Female Genital Mutilation; The Suffering

Source: UNICEF,  WORLD HEALTH ORGANISATION (WHO) Female Genital Mutilation, or FMG, refers to a number of practises which involve cutting away part or all of a female’s external genitalia. Mutilated/cut infants, girls, women, all face irreversible lifelong health risks, and infections, among other dire consequences. FGM can result in death through severe bleeding, leading to haemorrhagic shock, neurogenic shock due to pain and trauma, and severe and overwhelming septicaemia. Many girls enter a state of severe shock induced by pain, psychological trauma, and exhaustion from screaming. If that isn’t bad enough, other after effects of FGM include: failure to heal, abscess formation, cysts, urinary tract infection, painful sexual intercourse, increased  susceptibility to HIV/AIDS, pelvic inflammatory diseases, hepatitis, reproductive tract infection, and obstructed labour during childbirth. _______________

A village man speaks with Mayamuna Traor, president of the local women’s association, and other village women. Mayamuna has played a pivotal role in banning FGM in her village. Senegal.



Reasons for FMG: To control female sexuality, initiation into womanhood, female genitalia are “dirty’ and “unsightly”, enhances child survival and fertility,  is a religious requirement. Who performs FMG? Generally, traditional birth attendants or midwives perform this ‘highly valued’ service with generous financial rewards.  High status and wealth within the community are directly linked to midwives performing FGM. Increasingly, however, more FGM procedures are being carried out by health care workers. There are an estimated 70 million girls and women living today, who have been subjected to FMG in Africa and Yemen. Females with FMG are also found in Europe, Australia, Canada, and the USA, primarily among immigrants from Africa and southwestern Asia. A worldwide total of 100 to 140 million females, according to WHO. It is even more distressing to note that FMG is mainly performed on children and adolescents between four and fourteen years of age. But  in Ethiopia, for instance, more than 50% of FMG procedures are performed on infants under one year old! FGM procedures are classified into four major types: 1. Clitoridectomy: partial or total removal of the clitoris or in very rare cases, only the prepuce or the fold of skin surrounding the clitoris, is removed. 2. Excision: partial or total removal of the clitoris and  labia minora, with or without the removal of the labia majora. 3. Infibulation: narrowing of the vaginal opening through the creation of a covering seal. The seal is formed by cutting and repositioning the inner, or outer, labia, with or without the removal of the clitoris. 4. Other: non-medical pricking, piercing, incising, scraping and cauterising the genital area. __________________________________________ Source: ABC

FGM in Australia

Health authorities in Australia are concerned about the growth in the number of females who have undergone some form of FGM, even though it is illegal.  Dr Ted Weaver of the Royal Australian and New Zealand College of Obstetricians and Gynaecologists, says there is evidence that underground FGM is being carried out in certain parts of Australia. Children have been admitted with complications, to Australian hospitals, after having FGM.  Melbourne’s Royal Womens’ Hospital treats between 600 and 700 women each year who have had some form of FGM procedure. More and more migrant women are also seeking medical help after undergoing FGM in their home countries.

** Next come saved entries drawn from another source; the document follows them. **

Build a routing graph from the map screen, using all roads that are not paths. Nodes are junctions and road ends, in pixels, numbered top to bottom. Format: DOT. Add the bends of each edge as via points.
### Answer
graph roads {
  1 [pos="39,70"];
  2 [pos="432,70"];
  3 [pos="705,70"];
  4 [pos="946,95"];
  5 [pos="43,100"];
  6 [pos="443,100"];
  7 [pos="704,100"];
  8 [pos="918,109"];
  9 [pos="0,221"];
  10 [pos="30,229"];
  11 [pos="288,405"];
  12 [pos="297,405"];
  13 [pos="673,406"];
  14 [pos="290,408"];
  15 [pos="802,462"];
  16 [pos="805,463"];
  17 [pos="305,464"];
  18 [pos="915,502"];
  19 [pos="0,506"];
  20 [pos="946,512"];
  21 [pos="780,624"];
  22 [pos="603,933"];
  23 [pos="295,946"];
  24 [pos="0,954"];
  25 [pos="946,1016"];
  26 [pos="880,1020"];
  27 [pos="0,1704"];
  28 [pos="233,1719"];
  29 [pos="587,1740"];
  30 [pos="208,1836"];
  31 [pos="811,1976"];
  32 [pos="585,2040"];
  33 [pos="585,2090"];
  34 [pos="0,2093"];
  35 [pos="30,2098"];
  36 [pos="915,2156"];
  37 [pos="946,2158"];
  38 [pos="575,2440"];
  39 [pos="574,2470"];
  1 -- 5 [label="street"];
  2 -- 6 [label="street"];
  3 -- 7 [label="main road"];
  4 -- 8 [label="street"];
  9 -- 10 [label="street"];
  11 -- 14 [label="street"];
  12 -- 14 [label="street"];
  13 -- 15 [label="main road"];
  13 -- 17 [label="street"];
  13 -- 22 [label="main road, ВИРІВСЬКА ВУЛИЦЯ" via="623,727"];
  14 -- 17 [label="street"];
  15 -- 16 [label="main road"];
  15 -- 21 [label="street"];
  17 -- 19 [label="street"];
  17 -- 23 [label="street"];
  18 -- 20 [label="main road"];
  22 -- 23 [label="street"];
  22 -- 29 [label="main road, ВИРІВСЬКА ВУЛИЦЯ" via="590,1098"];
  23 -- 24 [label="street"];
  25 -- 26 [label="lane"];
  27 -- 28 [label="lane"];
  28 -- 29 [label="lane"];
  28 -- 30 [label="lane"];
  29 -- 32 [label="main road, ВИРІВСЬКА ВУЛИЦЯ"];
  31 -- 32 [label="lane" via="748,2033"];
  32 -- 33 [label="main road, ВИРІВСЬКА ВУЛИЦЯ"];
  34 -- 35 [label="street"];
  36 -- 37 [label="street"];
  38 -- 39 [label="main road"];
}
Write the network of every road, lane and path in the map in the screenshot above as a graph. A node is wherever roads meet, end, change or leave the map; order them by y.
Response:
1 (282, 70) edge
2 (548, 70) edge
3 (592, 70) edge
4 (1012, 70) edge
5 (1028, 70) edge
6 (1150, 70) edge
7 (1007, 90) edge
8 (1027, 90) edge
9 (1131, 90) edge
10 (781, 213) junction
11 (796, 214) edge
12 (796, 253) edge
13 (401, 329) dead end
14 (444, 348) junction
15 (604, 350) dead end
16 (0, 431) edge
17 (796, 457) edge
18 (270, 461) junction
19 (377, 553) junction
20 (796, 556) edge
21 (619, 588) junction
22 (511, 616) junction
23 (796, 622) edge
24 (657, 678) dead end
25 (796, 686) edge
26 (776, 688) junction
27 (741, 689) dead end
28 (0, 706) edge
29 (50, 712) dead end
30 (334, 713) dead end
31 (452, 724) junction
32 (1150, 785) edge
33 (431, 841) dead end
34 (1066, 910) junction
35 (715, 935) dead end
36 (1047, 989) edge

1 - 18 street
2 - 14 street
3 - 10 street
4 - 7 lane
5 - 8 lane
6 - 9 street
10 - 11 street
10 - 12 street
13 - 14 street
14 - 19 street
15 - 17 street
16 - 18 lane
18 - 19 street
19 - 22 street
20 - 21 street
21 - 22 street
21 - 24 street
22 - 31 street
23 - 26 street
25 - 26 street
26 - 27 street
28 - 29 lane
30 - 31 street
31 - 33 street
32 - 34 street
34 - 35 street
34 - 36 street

Religious & cultural motives for FGM: In some muslim countries, FGM is often justified by controversial sayings attributed to the Prophet Mohammad which seems to favour sunna circumcision involving minor cutting of the clitoris. The authenticity of the sayings are unconfirmed, and some scholars have refuted them. FGM has probably been performed for at least 1,400  to 2000 years according to some sources.


Whether the reasons for FGM are  religious or cultural, there can be no doubt that it was a patriarchal construct for the purpose of subjugating females! I am amazed females who undergo this barbaric practice, even survive!  And the babies? I cannot understand how FGM can be carried out in Australia where it is illegal!  Migrants are supposed to abide by the laws of the country they migrate to, along with all the other citizens and residents of that country!  Why do we allow only some people to break Australian Law?